### Assigned task
Nothing but the lines from the top of the data to the line holding "font-size:13px; font-style:normal; color:var(--muted)" should be printed, word for word and both ends included; leave the pictures out.

[Stored items]

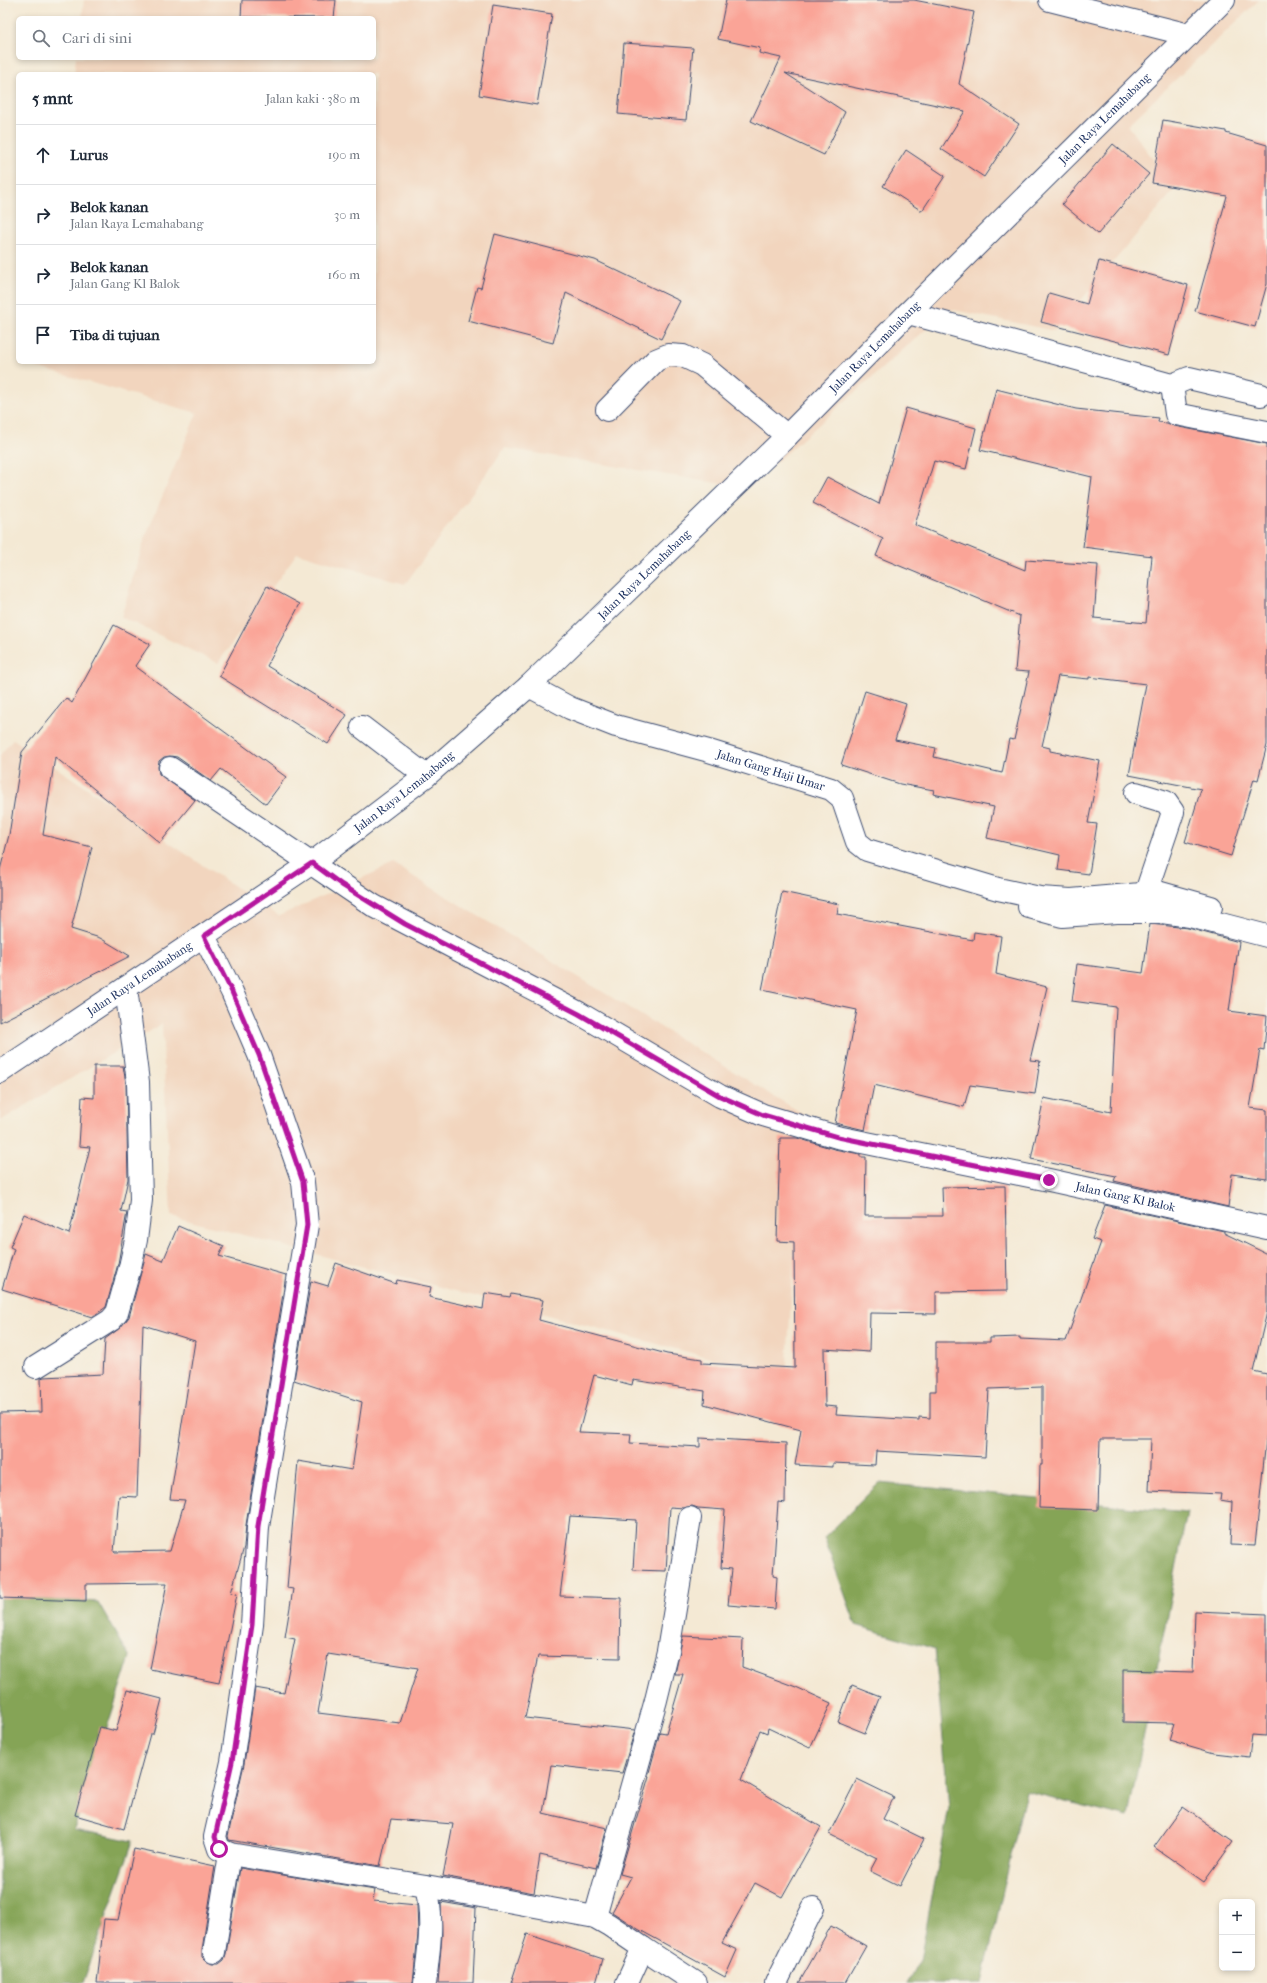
<!DOCTYPE html>
<html lang="id">
<head>
<meta charset="utf-8">
<style>
  :root { --surface:#fff; --page:#f6f6f7; --text:#1f2937; --muted:#747a83; --line:#e0e1e3 }
  body { margin:0; font-family:"IM FELL French Canon",serif; background:var(--page); color:var(--text) }
  .controls { position:absolute; right:12px; bottom:12px; display:grid; overflow:hidden; border-radius:6px; box-shadow:0 2px 6px #0003 }
  .controls button { width:36px; height:36px; display:grid; place-items:center; padding:0; border:0; border-bottom:1px solid var(--line); background:var(--surface); color:var(--text); font:20px sans-serif }
  .stop { position:absolute; width:12px; height:12px; margin:-9px; border:3px solid #b5179e; border-radius:50%; background:#fff }
  .stop.end { background:#b5179e; border-color:#fff; box-shadow:0 1px 4px #0008 }
  .list { margin:0; padding:0; list-style:none }
  h2 { display:flex; justify-content:space-between; align-items:center; height:52px; margin:0; padding:0 16px; font-size:17px }
  h2 small { font-size:13px; font-weight:400; color:var(--muted) }
  .list li { display:grid; grid-template-columns:26px 1fr auto; gap:12px; align-items:center; box-sizing:border-box; height:60px; padding:0 16px; border-top:1px solid var(--line) }
  .list b { display:block; font-size:15px; white-space:nowrap }
  .list p { margin:0; font-size:13px; white-space:nowrap; color:var(--muted) }
  .list em { font-size:13px; font-style:normal; color:var(--muted) }
  .icon { flex:none; width:22px; height:22px; fill:none; stroke:currentColor; stroke-width:2; stroke-linecap:round; stroke-linejoin:round }
  .map { position:relative; flex:none; width:1267px; height:1983px; overflow:hidden }
  .search { position:absolute; background:var(--surface); box-shadow:0 2px 6px #0003; left:16px; top:16px; width:360px; height:44px; display:flex; align-items:center; gap:10px; box-sizing:border-box; padding:0 14px; border-radius:6px; color:var(--muted); font-size:15px }
  .panel { position:absolute; background:var(--surface); box-shadow:0 2px 6px #0003; left:16px; top:72px; width:360px; height:292px; border-radius:6px }
  .map>svg:first-child { display:block }
</style>
</head>
<body>
<div class="map">
<svg width="1267" height="1983" viewBox="0 0 1267 1983">
  <rect width="100%" height="100%" fill="#f7f3e8"/>
  <filter id="ink" filterUnits="userSpaceOnUse"><feTurbulence type="fractalNoise" baseFrequency=".025" numOctaves="2"/><feDisplacementMap in="SourceGraphic" scale="8" xChannelSelector="R" yChannelSelector="G"/><feConvolveMatrix kernelMatrix="1 2 1 2 8 2 1 2 1" color-interpolation-filters="sRGB"/></filter>
  <filter id="wash" filterUnits="userSpaceOnUse"><feTurbulence type="fractalNoise" baseFrequency=".012" numOctaves="4" result="noise"/><feDisplacementMap in="SourceGraphic" scale="16" xChannelSelector="R" yChannelSelector="G"/><feGaussianBlur stdDeviation="0.9" result="paint"/><feColorMatrix in="noise" values="0 0 0 0 0 0 0 0 0 0 0 0 0 0 0 0 0 1.4 0 .05"/><feComposite in="paint" operator="in"/></filter>
  <g filter="url(#wash)">
    <rect width="100%" height="100%" fill="#f4e9d4"/>
    <g fill="#f2d5be">
      <path d="M84 0H1259L1128 125 1175 189 1055 331 949 309 747 488 505 448 405 584 297 553 218 663 121 617 145 538 197 413 33 366 34 362H374V74H74L76 58H374V18H82Z"/>
      <path d="M13 739 279 916 393 864 803 1114 786 1378 171 1216 162 1024 0 1121V755Z"/>
    </g>
    <g fill="#85a457" stroke="#506a5a">
      <path d="M879 1483 1187 1512 1128 1817 1026 1791 982 1983H907L920 1960 949 1808 935 1649 856 1625 824 1538Z"/>
      <path d="M0 1597 98 1602 130 1657 74 1829 133 1841 83 1983H0Z"/>
    </g>
    <g id="blocks">
      <g fill="#faa497" fill-rule="evenodd">
        <path d="M242 0H336L334 18 241 17Z"/>
        <path d="M726 0H914L974 12 959 84 1019 124 984 177 941 149 965 111 785 73 845 112 824 155 751 121 781 58 759 53 760 48 718 39Z"/>
        <path d="M493 5 552 14 537 105 479 95Z"/>
        <path d="M624 43 693 48 686 120 618 114Z"/>
        <path d="M1163 120 1226 131V133L1267 145V284L1255 327 1195 311 1227 196 1152 183Z"/>
        <path d="M1113 144 1149 174 1098 234 1062 204Z"/>
        <path d="M906 150 945 176 922 211 883 186Z"/>
        <path d="M495 234 595 260 680 301 661 339 566 293 553 343 468 321 477 287 481 288Z"/>
        <path d="M1099 261 1188 285 1169 355 1041 322 1049 293 1087 304Z"/>
        <path d="M996 389 1076 409 1159 418 1158 422 1167 423 1174 426 1267 444V745L1258 780 1254 779 1231 856 1185 842 1201 789 1129 775 1146 684 1089 677V679L1058 676 1042 746 1050 748V751L1100 761 1088 823 1097 824 1089 874 1058 870 1060 855 987 838 994 807 933 794 934 790 900 784 841 765 865 691 906 704 895 740 936 748 934 757 1002 773 1009 739 1014 740 1029 672 1015 671 1020 616 876 556 883 539 813 503 827 477 879 504 906 408 976 428 966 469 934 461 915 525 1025 570 1026 560 1098 565 1094 618 1146 623 1152 556 1083 547 1092 477 980 450Z"/>
        <path d="M267 586 300 604 267 666 347 715 328 744 219 676Z"/>
        <path d="M114 625 150 644 135 666 286 777 266 804 221 769 211 781 177 757 170 756 164 757 159 761 158 767 159 774 195 800 160 843 55 757 43 835 92 847 71 929 100 938 130 956 0 1022V870L9 835 22 752 66 698 72 703Z"/>
        <path d="M782 892 839 904 837 914 973 940 974 932 1001 936 996 974 1047 987 1030 1060 1040 1061 1035 1094 970 1085 964 1107 874 1085 865 1130 835 1123 857 1010 762 990Z"/>
        <path d="M1150 924 1188 928 1239 942 1229 1011 1267 1016 1264 1050 1260 1049 1250 1108 1267 1110V1179L1232 1174 1228 1207 1114 1181 1116 1176 1031 1159 1044 1098 1111 1112 1116 1007 1072 1001 1077 964 1143 973Z"/>
        <path d="M94 1066H123L126 1083 128 1179 121 1211 127 1212 118 1264 106 1307 92 1317 2 1289 14 1249 10 1247 24 1214 69 1234 90 1147 79 1146 82 1097 94 1098Z"/>
        <path d="M780 1138H797L834 1149 860 1154V1157H866L865 1216H943L942 1187 1005 1186 1007 1291 936 1292V1314L870 1313 869 1352 824 1349 825 1406 837 1407 836 1415 919 1420V1417L930 1418V1391H936V1342H990V1338L1020 1337V1339L1066 1341 1101 1242 1092 1239 1105 1205 1224 1231V1233L1267 1254V1312L1253 1371 1267 1374V1430L1255 1546 1230 1545 1232 1502 1220 1500 1221 1494 1149 1491 1151 1439H1100L1098 1510 1039 1508 1040 1465H1042V1387L989 1389 985 1457 876 1451 875 1465 833 1463V1467L795 1465 801 1430 704 1404 705 1391 633 1380 632 1385 594 1375 579 1432 631 1434 630 1443 700 1447V1438L786 1443 785 1503 778 1502 773 1576 777 1577 775 1609 728 1605 732 1569 721 1568 725 1510 698 1508 692 1506 684 1508 670 1507 666 1571 633 1570 636 1520 570 1516 560 1596 621 1598 620 1658 538 1656 525 1718 635 1730 622 1773 551 1765 543 1813 607 1828 596 1868 540 1855 534 1893 443 1876 453 1824 391 1819 380 1866 229 1840 228 1836 244 1764 255 1688 284 1693 295 1639 285 1637 293 1589 287 1588 298 1461 352 1470 362 1402 294 1380 311 1281 328 1286 336 1263 396 1284 397 1280 431 1287 429 1297 483 1309 485 1293 510 1297 511 1294 543 1300 539 1320 667 1354 702 1359V1363L795 1368 794 1242 777 1241ZM328 1654 418 1668 400 1723 318 1713Z"/>
        <path d="M178 1226 224 1246 219 1256 286 1275 246 1525 244 1547 231 1593 237 1594 219 1683 150 1669 167 1583 86 1584V1601L0 1598V1413L42 1412 41 1378 44 1377 103 1374 105 1339 120 1328 129 1317 146 1254 163 1261ZM143 1325 195 1341 170 1499 185 1500 170 1551 114 1552 119 1496 137 1497Z"/>
        <path d="M1195 1611 1267 1614V1736L1252 1735 1249 1757 1214 1753 1169 1740 1174 1723 1123 1722V1670L1193 1672Z"/>
        <path d="M683 1636 743 1639 742 1667 796 1687 831 1703 810 1748 768 1728 767 1733 760 1730 741 1780 821 1827 782 1897 755 1883 722 1943 737 1950 725 1977 638 1929 612 1912 631 1877 620 1874 649 1776H648L660 1732 666 1733 683 1674H675Z"/>
        <path d="M852 1685 880 1696 865 1733 838 1722Z"/>
        <path d="M127 1690 162 1699 153 1734H150L124 1829 75 1815 100 1727 116 1731Z"/>
        <path d="M857 1779 894 1797 883 1819 924 1839 900 1886 870 1871 877 1858 829 1834Z"/>
        <path d="M1183 1807 1233 1842 1204 1882 1154 1847Z"/>
        <path d="M134 1849 215 1866 202 1950V1957L206 1961 212 1964H219L224 1960 226 1954 240 1868 375 1890 373 1901 417 1905 418 1934 413 1983H97L104 1919 118 1920Z"/>
        <path d="M441 1902 476 1908 473 1983H438L442 1935Z"/>
        <path d="M831 1926 866 1946 845 1983H799Z"/>
        <path d="M527 1934 603 1959 596 1983H511Z"/>
      </g>
    </g>
  </g>
  <g filter="url(#ink)">
    <use href="#blocks" fill-opacity="0" stroke="#3c4b70" stroke-width="1"/>
    <g fill="none" stroke-linecap="round" stroke-linejoin="round">
      <defs>
        <g id="minor">
          <path d="M1050 0 1189 35"/>
          <path d="M908 313 1172 385 1189 378 1261 395"/>
          <path d="M1172 385 1176 414 1267 432"/>
          <path d="M607 410 656 360 668 355 683 356 702 365 787 436"/>
          <path id="s1" d="M529 686 570 708 616 726 709 751 831 789 842 798 857 842 867 850 998 889 1040 898 1071 900 1141 894 1147 889 1173 812 1166 802 1136 793"/>
          <path d="M362 727 426 776"/>
          <path id="s2" d="M170 768 374 906 579 1013 720 1096 763 1115 837 1137 1049 1180 1267 1228"/>
          <path d="M1147 889 1211 907"/>
          <path d="M1029 907 1062 916 1117 912H1162L1190 916 1267 936"/>
          <path d="M204 936 232 992 259 1055 303 1182 307 1225 258 1527 252 1625 232 1762 215 1837 219 1849 230 1854 426 1886 595 1917 609 1925 643 1948 627 1983"/>
          <path d="M36 1367 111 1320 117 1313 130 1267 136 1240 141 1200 138 1082 126 988"/>
          <path d="M595 1917 656 1700 668 1651 690 1518"/>
          <path d="M643 1948 696 1983"/>
          <path d="M214 1952 230 1854"/>
          <path d="M425 1983C429 1949 434 1920 426 1886"/>
          <path d="M776 1983 813 1908"/>
        </g>
        <g id="major">
          <path id="s3" d="M0 1072 312 863 426 776 529 686 787 436 908 313 1224 0"/>
        </g>
      </defs>
      <use href="#minor" stroke="#3c4b70" stroke-width="24"/>
      <use href="#major" stroke="#3c4b70" stroke-width="24"/>
      <use href="#minor" stroke="#fff" stroke-width="22"/>
      <use href="#major" stroke="#fff" stroke-width="22"/>
    </g>
  </g>
  <g fill="none" stroke-linecap="round" stroke-linejoin="round" filter="url(#ink)">
    <path stroke="#b5179e" stroke-width="5" d="M219 1849 215 1837 232 1762 252 1625 258 1526 307 1225 303 1182 259 1055 232 992 204 936 312 863 342 885 405 924 579 1014 720 1096 763 1115 838 1137 1049 1180"/>
  </g>
  <g text-anchor="middle" dominant-baseline="central" stroke-width="4" stroke-linejoin="round" paint-order="stroke">
    <g font-size="12" fill="#1b2f5e" stroke="#f7f3e8">
      <text stroke="none"><textPath href="#s3" startOffset="1464">Jalan Raya Lemahabang</textPath></text>
      <text stroke="none"><textPath href="#s3" startOffset="1140">Jalan Raya Lemahabang</textPath></text>
      <text stroke="none"><textPath href="#s3" startOffset="816">Jalan Raya Lemahabang</textPath></text>
      <text stroke="none"><textPath href="#s1" startOffset="257">Jalan Gang Haji Umar</textPath></text>
      <text stroke="none"><textPath href="#s3" startOffset="492">Jalan Raya Lemahabang</textPath></text>
      <text stroke="none"><textPath href="#s3" startOffset="168">Jalan Raya Lemahabang</textPath></text>
      <text stroke="none"><textPath href="#s2" startOffset="1060">Jalan Gang Kl Balok</textPath></text>
    </g>
  </g>
</svg>
<div class="controls">
<button>+</button>
<button>−</button>
</div>
<div class="stop" style="left:219px;top:1849px"></div>
<div class="stop end" style="left:1049px;top:1180px"></div>
<div class="search"><svg class="icon" aria-label="search" viewBox="0 0 24 24"><circle cx="10" cy="10" r="6"/><path d="M15 15l6 6"/></svg>Cari di sini</div>
<section class="panel">
<h2>5 mnt<small>Jalan kaki · 380 m</small></h2>
<ul class="list">
<li><svg class="icon" aria-label="ahead" viewBox="0 0 24 24"><path d="M12 20V5M6 11l6-6 6 6"/></svg><div><b>Lurus</b></div><em>190 m</em></li>
<li><svg class="icon" aria-label="right" viewBox="0 0 24 24"><path d="M7 20v-9h11M14 6l5 5-5 5"/></svg><div><b>Belok kanan</b><p>Jalan Raya Lemahabang</p></div><em>30 m</em></li>
<li><svg class="icon" aria-label="right" viewBox="0 0 24 24"><path d="M7 20v-9h11M14 6l5 5-5 5"/></svg><div><b>Belok kanan</b><p>Jalan Gang Kl Balok</p></div><em>160 m</em></li>
<li><svg class="icon" aria-label="arrive" viewBox="0 0 24 24"><path d="M6 21V4h12l-3 4 3 4H6"/></svg><div><b>Tiba di tujuan</b></div></li>
</ul>
</section>
</div>
</body>
</html>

### Answer box
<!DOCTYPE html>
<html lang="id">
<head>
<meta charset="utf-8">
<style>
  :root { --surface:#fff; --page:#f6f6f7; --text:#1f2937; --muted:#747a83; --line:#e0e1e3 }
  body { margin:0; font-family:"IM FELL French Canon",serif; background:var(--page); color:var(--text) }
  .controls { position:absolute; right:12px; bottom:12px; display:grid; overflow:hidden; border-radius:6px; box-shadow:0 2px 6px #0003 }
  .controls button { width:36px; height:36px; display:grid; place-items:center; padding:0; border:0; border-bottom:1px solid var(--line); background:var(--surface); color:var(--text); font:20px sans-serif }
  .stop { position:absolute; width:12px; height:12px; margin:-9px; border:3px solid #b5179e; border-radius:50%; background:#fff }
  .stop.end { background:#b5179e; border-color:#fff; box-shadow:0 1px 4px #0008 }
  .list { margin:0; padding:0; list-style:none }
  h2 { display:flex; justify-content:space-between; align-items:center; height:52px; margin:0; padding:0 16px; font-size:17px }
  h2 small { font-size:13px; font-weight:400; color:var(--muted) }
  .list li { display:grid; grid-template-columns:26px 1fr auto; gap:12px; align-items:center; box-sizing:border-box; height:60px; padding:0 16px; border-top:1px solid var(--line) }
  .list b { display:block; font-size:15px; white-space:nowrap }
  .list p { margin:0; font-size:13px; white-space:nowrap; color:var(--muted) }
  .list em { font-size:13px; font-style:normal; color:var(--muted) }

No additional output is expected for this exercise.